This year's work climb tree was a massive pecan. Photo by John Giedraitis.

2017 TTCC Champion Jimmy Prichard is ready to climb. Photo by John Giedraitis.

The ascent event was new to TTCC this year. Here Keith Cooper demonstrates that his know it secure for judges AJ Thibodeaux and Guy LeBlanc. Photo by John Pinney.

The new techniques and devices taught at the workshop were on display in the competition as well. The new ascent event, which has replaced the footlock event, was a hit as climbers used myriad systems to outpace each other in a grueling 63-foot climb. In the end, the victor in the new event was Jimmy Prichard, with a blistering time of just over 17 seconds! A special shout-out to the ascent team is warranted; running a new event is a true challenge, and its success is a testament to the intelligence and dedication of the entire team. In particular, AJ Thibodeaux (head judge) and Guy LeBlanc (head technician) ran a tight ship and set the bar high for future events.
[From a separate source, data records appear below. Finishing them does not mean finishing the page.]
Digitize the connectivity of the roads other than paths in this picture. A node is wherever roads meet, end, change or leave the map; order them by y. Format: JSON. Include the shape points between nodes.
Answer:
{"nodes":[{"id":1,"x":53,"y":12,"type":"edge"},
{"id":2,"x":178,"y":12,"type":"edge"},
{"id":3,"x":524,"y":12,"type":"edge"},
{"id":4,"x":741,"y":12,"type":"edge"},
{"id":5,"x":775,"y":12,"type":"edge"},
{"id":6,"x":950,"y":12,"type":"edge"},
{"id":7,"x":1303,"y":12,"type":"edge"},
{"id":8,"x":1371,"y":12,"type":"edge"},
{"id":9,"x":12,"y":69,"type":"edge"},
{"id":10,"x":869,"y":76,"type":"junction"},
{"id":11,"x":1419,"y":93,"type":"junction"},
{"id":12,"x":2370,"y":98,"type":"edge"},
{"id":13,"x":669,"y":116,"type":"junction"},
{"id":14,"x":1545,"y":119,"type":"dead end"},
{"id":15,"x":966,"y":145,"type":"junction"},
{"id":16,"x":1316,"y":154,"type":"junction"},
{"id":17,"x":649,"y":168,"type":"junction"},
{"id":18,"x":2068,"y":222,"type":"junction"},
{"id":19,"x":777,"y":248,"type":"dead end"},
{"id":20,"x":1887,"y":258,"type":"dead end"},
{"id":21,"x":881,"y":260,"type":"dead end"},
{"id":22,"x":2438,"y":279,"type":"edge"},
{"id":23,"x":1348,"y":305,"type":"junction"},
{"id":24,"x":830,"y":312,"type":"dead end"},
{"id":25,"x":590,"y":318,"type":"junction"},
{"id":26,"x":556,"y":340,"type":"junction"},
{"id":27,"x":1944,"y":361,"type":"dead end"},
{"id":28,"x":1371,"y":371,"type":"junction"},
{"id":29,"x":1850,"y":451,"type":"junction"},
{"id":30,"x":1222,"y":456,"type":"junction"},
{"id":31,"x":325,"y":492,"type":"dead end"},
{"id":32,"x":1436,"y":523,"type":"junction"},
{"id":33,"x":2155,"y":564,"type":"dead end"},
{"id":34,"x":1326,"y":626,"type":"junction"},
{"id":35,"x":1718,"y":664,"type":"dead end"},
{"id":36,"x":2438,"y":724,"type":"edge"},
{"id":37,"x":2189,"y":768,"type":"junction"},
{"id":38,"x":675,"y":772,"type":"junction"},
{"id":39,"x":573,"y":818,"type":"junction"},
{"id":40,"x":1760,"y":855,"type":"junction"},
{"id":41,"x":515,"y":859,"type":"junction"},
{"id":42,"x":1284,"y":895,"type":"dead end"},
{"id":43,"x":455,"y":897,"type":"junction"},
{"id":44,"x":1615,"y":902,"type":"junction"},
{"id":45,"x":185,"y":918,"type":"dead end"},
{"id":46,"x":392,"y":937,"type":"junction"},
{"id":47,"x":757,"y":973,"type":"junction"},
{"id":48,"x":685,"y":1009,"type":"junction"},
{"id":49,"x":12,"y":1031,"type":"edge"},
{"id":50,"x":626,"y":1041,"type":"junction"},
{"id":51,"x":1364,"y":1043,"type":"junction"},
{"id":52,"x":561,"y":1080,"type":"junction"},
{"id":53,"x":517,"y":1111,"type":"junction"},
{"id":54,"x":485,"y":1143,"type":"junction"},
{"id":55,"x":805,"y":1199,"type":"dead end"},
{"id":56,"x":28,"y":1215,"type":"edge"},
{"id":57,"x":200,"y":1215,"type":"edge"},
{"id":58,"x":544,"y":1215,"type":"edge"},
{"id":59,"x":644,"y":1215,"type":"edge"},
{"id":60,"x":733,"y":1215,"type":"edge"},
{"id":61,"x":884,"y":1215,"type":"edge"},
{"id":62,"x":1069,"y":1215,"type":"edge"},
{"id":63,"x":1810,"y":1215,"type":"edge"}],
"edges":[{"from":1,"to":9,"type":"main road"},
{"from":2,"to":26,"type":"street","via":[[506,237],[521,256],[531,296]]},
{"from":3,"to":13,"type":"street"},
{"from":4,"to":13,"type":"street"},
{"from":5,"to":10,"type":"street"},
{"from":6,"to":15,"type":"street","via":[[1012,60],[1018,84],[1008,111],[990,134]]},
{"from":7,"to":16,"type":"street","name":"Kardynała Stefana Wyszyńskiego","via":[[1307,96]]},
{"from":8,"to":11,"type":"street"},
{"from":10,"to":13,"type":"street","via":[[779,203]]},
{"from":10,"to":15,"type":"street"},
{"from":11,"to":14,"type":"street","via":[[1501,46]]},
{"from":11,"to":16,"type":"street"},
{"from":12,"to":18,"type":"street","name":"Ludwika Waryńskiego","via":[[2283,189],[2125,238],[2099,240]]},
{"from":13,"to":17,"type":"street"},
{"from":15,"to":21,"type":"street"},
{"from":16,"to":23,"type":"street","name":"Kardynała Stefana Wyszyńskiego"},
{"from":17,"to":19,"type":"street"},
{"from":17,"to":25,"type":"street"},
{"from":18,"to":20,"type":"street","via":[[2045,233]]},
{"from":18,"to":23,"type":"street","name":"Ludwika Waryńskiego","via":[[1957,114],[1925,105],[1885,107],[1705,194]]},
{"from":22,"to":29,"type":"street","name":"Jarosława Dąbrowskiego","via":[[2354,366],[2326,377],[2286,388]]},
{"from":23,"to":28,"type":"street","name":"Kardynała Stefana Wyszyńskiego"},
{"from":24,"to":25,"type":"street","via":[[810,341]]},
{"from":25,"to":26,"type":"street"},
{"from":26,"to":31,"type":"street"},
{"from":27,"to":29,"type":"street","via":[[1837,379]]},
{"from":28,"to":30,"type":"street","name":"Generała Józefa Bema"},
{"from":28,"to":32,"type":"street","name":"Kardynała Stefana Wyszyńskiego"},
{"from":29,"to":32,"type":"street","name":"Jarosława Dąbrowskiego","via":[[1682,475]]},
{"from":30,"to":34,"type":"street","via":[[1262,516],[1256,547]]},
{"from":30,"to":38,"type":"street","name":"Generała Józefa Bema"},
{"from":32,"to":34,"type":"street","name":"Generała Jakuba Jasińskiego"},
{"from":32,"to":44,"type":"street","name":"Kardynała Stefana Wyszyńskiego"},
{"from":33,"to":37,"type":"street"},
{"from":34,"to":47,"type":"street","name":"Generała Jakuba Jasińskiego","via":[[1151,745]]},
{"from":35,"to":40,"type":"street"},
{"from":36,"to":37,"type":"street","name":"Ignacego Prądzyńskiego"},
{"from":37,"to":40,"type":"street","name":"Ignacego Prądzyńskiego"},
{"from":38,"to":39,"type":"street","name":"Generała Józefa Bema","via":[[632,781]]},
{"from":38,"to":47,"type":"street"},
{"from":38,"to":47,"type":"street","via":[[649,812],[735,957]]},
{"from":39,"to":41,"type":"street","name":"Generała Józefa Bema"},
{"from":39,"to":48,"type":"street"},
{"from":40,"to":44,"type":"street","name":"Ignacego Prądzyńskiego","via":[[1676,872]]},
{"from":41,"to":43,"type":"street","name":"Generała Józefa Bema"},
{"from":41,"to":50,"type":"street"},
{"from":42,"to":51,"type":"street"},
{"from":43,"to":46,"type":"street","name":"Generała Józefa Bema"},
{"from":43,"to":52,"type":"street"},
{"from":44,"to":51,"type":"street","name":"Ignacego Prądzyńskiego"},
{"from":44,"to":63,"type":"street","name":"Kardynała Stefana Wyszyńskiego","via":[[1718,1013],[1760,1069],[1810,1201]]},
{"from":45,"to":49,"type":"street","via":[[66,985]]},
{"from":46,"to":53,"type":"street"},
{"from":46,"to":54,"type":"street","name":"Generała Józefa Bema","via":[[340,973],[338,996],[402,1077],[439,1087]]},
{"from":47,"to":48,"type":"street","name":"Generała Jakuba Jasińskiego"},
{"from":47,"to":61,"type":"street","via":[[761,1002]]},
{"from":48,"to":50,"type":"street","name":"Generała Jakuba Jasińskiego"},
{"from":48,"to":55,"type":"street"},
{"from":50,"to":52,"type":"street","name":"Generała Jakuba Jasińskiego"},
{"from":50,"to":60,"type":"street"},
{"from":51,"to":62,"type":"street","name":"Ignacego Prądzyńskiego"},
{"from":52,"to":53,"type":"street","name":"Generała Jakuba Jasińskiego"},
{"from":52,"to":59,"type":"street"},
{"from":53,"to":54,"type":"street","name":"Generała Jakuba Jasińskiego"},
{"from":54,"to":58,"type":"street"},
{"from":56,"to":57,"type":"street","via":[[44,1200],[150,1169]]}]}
Once again, the championship saw a growing women’s division, with Star Quintero and Amanda Hancock returning to compete, and newcomer Tiana George joining the fray. All three had an excellent outing with Star finishing the preliminaries in fifth place overall! It has been a pleasure to watch these women compete and become stronger climbers every year.

Kirbie Houser and Kirsten Schneider once again led the scoring team and their contribution cannot be overstated. The event literally would not happen without the amazing work they do.

At the end of Friday, the scores were tallied, and the competitors who would advance to the Masters’ Challenge were announced. In the men’s division, Miguel Pastenes and Jimmy Prichard returned to the ring along with newcomers to the Masters’ Challenge Keith Cooper and Andrew Machuca. In the women’s division, Star Quintero and Amanda Hancock were set to challenge each other and the course.

The Masters’ Challenge was held in a spectacular bur oak and challenged the competitors not only with height, but also with an equally intimidating spread Low rope angles, long limb walks, few good tie-in points, and a thick canopy put all of their skills to the test in a 25-minute and 30-second crucible.

Miguel Pastenes had a beautiful climb and finished with just a few spare minutes while Jimmy Prichard had one of the most nail-biting finishes in recent memory. Hitting the ground with just thirty seconds to spare, it looked like he would get in just under the wire when the line he was retrieving tied itself hopelessly around a branch, running out the clock. Fortunately for the Masters’ team, Judge Nicolas Martinez was able to use his impressive throwline skills to untie the rope from the ground! Keith and Andrew had excellent runs as well, showcasing their increasing skills.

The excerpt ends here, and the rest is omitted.